D x H external dimensions	59 x 112 mm	External dimensions of the pear shaped light bulb.
D x H luminous area	59 x 63 mm	Dimensions of the luminous area (used in Eulumdat file). It is the diameter of this matte glass and its height.
General remarks		The ambient temperature during the whole set of measurements was 26-26.5 deg C. Warm up effect: during the warm up time the illuminance and consumed power decreases with 9 %. Voltage dependency: the power consumption and illumination are not dependent on the voltage.
Measurement report (PDF)
Eulumdat file		Right click on icon and save the file.

Eulumdat light diagram

An interesting graph is the light diagram, indicating the intensity in the C0-C180 and the C90-C270 plane. This light diagram below comes from the program Qlumedit, that extracts these diagrams from an Eulumdat file.

The light diagram giving the radiation pattern.

It indicates the luminous intensity around the light bulb. This light bulb has no difference in light diagram between the C0-C180 and C90-C270 plane as the light bulb is symmetrical over its lenth axis (the so called z-axis).
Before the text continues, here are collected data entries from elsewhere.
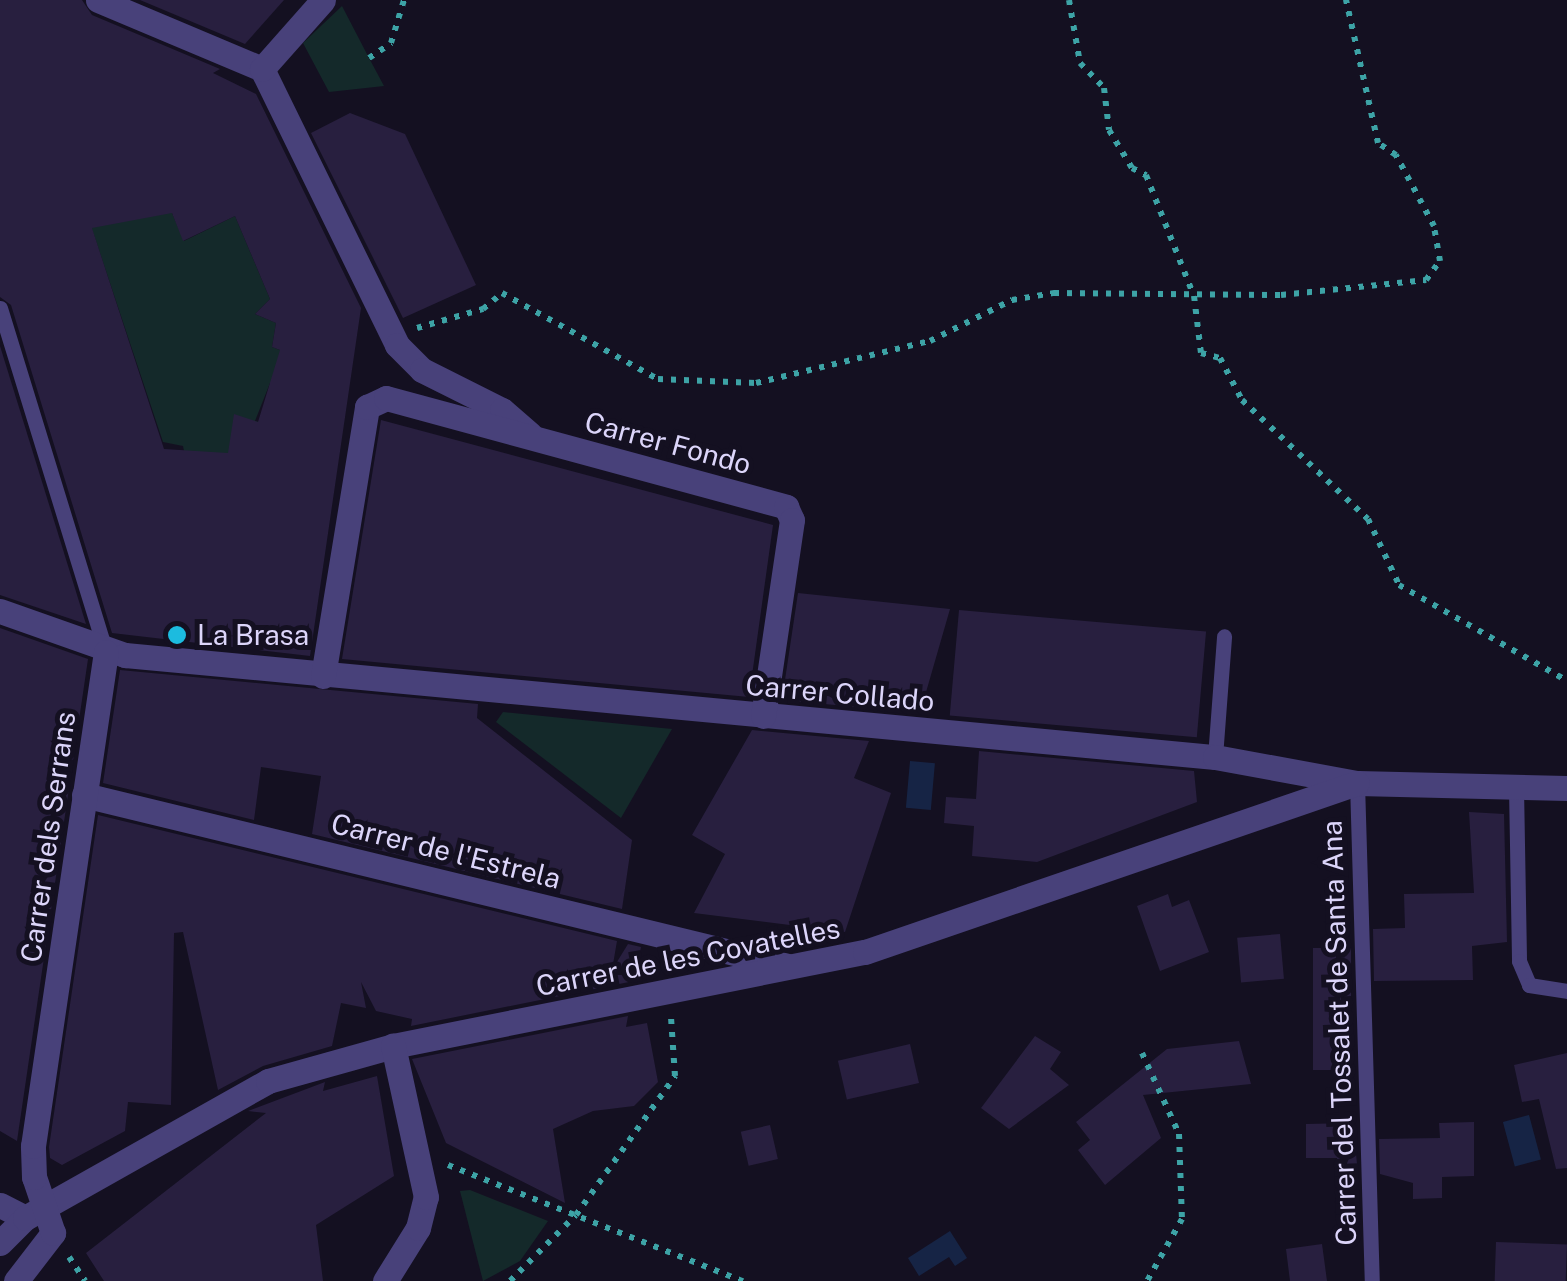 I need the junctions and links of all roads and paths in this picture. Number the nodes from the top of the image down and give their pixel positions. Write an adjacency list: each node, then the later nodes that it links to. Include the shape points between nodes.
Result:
1 (98, 0): 7 (street)
2 (324, 0): 7 (street)
3 (404, 0): 6 (path, via 391,43)
4 (1069, 0): 8 (path, via 1080,63 1104,88 1109,130 1132,168 1146,176)
5 (1346, 0): 8 (path, via 1364,104 1378,143 1396,155 1434,226 1436,274 1379,290)
6 (369, 58)
7 (262, 68): 10 (street)
8 (1194, 296): 10 (path, via 1054,293 1012,300 930,341 756,383 658,380 502,293 483,309 420,326); 16 (path, via 1201,352 1220,358 1242,400 1368,519 1399,585)
9 (0, 308): 14 (lane)
10 (398, 345): 11 (street, via 422,370 502,410)
11 (534, 437): 15 (street, Carrer Fondo, via 373,400); 17 (street, Carrer Fondo, via 786,508 792,520)
12 (0, 611): 14 (street, Carrer Collado)
13 (1224, 636): 18 (lane)
14 (106, 652): 15 (street, Carrer Collado); 22 (street, Carrer dels Serrans)
15 (323, 676): 17 (street, Carrer Collado)
16 (1567, 681)
17 (763, 716): 18 (street, Carrer Collado)
18 (1214, 757): 19 (street, Carrer Collado)
19 (1356, 783): 20 (street, Carrer Collado); 23 (street, Carrer de les Covatelles, via 887,946); 38 (lane, Carrer del Tossalet de Santa Ana)
20 (1516, 787): 21 (street, Carrer Collado); 24 (lane, via 1518,961 1529,985)
21 (1567, 788)
22 (84, 795): 23 (street, Carrer de l'Estrela); 30 (street, Carrer dels Serrans, via 33,1146)
23 (793, 968): 25 (street, Carrer de les Covatelles)
24 (1567, 990)
25 (666, 992): 26 (street, Carrer de les Covatelles); 31 (path, via 676,1076)
26 (393, 1046): 28 (street); 30 (street, Carrer de les Covatelles, via 230,1098)
27 (1142, 1053): 37 (path, via 1178,1134 1182,1220)
28 (422, 1166): 31 (path, via 465,1167); 34 (street, via 424,1212)
29 (0, 1204): 30 (street)
30 (34, 1213): 32 (street, Carrer de les Covatelles); 33 (street, Carrer dels Serrans, via 50,1244)
31 (576, 1216): 35 (path); 36 (path)
32 (0, 1243)
33 (16, 1281)
34 (386, 1281)
35 (510, 1281)
36 (742, 1281)
37 (1147, 1281)
38 (1372, 1281)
C0-C180 and C90-C270 planes are cross sections through the length direction of the light bulb.

The bundle is wide, which is to be expected from a pear shaped light bulb; it emits light all around.

The unit is Cd/1000lm, meaning the intensity in Cd assuming there would be 1000 lumen in the measured light bulb. This enables comparing different types of light bulbs.

Illuminance Ev at 1 m distance, or luminous intensity Iv

Herewith the plot of the averaged luminous intensity Iv as a function of the inclination angle with the light bulb.

The radiation pattern of the light bulb.

This radiation pattern is the average of the light output of the light diagram given earlier. Also, in this graph the luminous intensity is given in Cd.

These averaged values are used (later) to compute the lumen output.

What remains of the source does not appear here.